About Sleep Medicine & Surgery
This information is intended for general information only and should not be considered as medical advice on the part of Health-Tourism.com. Any decision on medical treatments, after-care or recovery should be done solely upon proper consultation and advice of a qualified physician.
Sleep Medicine and Surgery
Sleep surgery is surgery done to treat sleep disordered breathing. Sleep surgery procedures are performed by surgeons specially trained in craniofacial surgery, oral maxillofacial surgery or otolaryngologyIndications for sleep medicine and surgery
Types of sleep surgical procedures include:
- Obstructive sleep apnea
- Nasal congestion
- Upper airway resistance syndrome
- Nasal congestion
- Continuous Positive Airway Pressure (CPAP)
- Oral appliances
- Uvulopalatopharyngoplasty (UPPP): This procedure involves removing excess tissue in the throat to make the airways wider. The excess tissue may be repositioned in the throat. The surgeon may trim down the uvula and soft palate, remove your tonsils and reposition some of the soft palate’s muscles. This procedure is also known as UPPP and if used alone, it is unlikely to cure severe sleep apnea. It can be combined with other surgeries that target other sites in the upper airway.
- Radiofrequency Volumetric Tissue Reduction (RFVTR): it is also known as radiofrequency ablation. This treatment option is for people with mild to moderate sleep apnea. It involves applying controlled cauterization to the tonsils, tongue, and soft palate. This shrinks and tightens the tissues in the throat.
- Septoplasty and Turbinate Reduction: These open the nasal passage to improve the air flow. Septoplasty straightens a deviated or bent nasal septum (a divider which separates the two sides of the nose). Turbinate reduction removes or reduces the curved structures that stick out from the nose’s side. These can be enlarged for various reasons such as allergies.
- Genioglossus Advancement: This procedure moves forward the major tongue attachment forward. This opens up space for breathing behind the tongue. It involves making an incision in the lower jaw and moving it slightly forward.
- Hyoid Suspension: The hyoid bone is a U-shaped bone in the neck which has the tongue, epiglottis, and other throat structure attached to it. Hyoid suspension pulls thee hyoid bone forward and secures it in pace. This enlarges the breathing space in the lower part of the throat.
- Midline glossectomy and lingual plashy: These procedures involve making the tongue smaller by removing part of the back of your tongue. This prevents blockage of the airway in people with sleep apnea. However, these procedures are not common.
- Maxillomandibular osteotomy (MMO) and advancement (MMA): This involves moving forward your upper and/or lower jaw. This enlarges the breathing space in the entire throat. This procedure is recommended for people with severe sleep apnea. It involves cutting the bones of your jaws. Your jaws may be wired shut for a few days and healing takes several months with your diet being limited for as long.

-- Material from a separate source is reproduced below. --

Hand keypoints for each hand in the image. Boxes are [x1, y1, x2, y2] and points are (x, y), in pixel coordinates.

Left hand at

- Palatal implants: This involves inserting small fiber rods into the soft palate. This stiffens the tissue and prevents blockage of the airway. This option may be ineffective for people with mild sleep apnea or snoring.

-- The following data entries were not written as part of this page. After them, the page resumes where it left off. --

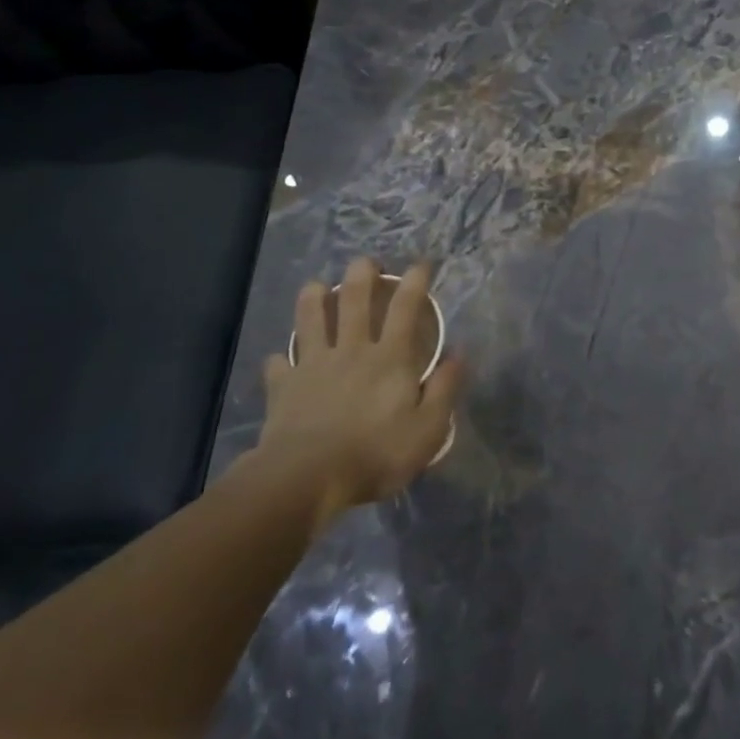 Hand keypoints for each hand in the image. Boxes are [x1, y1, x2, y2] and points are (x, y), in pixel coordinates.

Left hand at [259, 258, 462, 515]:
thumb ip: (444, 389)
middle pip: (355, 302)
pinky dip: (281, 359)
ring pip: (311, 320)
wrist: (306, 477)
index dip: (415, 282)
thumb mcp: (428, 428)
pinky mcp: (284, 387)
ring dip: (314, 299)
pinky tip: (280, 359)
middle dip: (361, 275)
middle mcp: (352, 351)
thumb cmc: (376, 453)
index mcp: (390, 358)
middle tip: (365, 261)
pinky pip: (280, 365)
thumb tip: (459, 353)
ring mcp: (314, 366)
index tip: (420, 264)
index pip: (406, 309)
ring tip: (316, 286)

- Bariatric surgery: This is a weight loss surgery which reduces sleep apnea. This is usually recommended for people who are obese.
- Laser-assisted valvuloplasty (LAUP): This involves making an incision using a laser to scar and tighten the soft palate. It is not commonly recommended. The uvula is trimmed over several visits.
- Tracheostomy: This option is very effective for treating sleep apnea. However, it is only used in rare cases. It involves placing a hollow breathing tube directly into your windpipe in the lower part of your neck. During the day, the tube can be plugged. This allows you t speak and breathes normally through your mouth and nose. At night, the tube is unplugged to allow you to breathe without any blockage.
- Nerve stimulation: This involves implanting a device in the upper chest. The device senses the breathing pattern and then mildly stimulates the airway muscles to keep the airway open.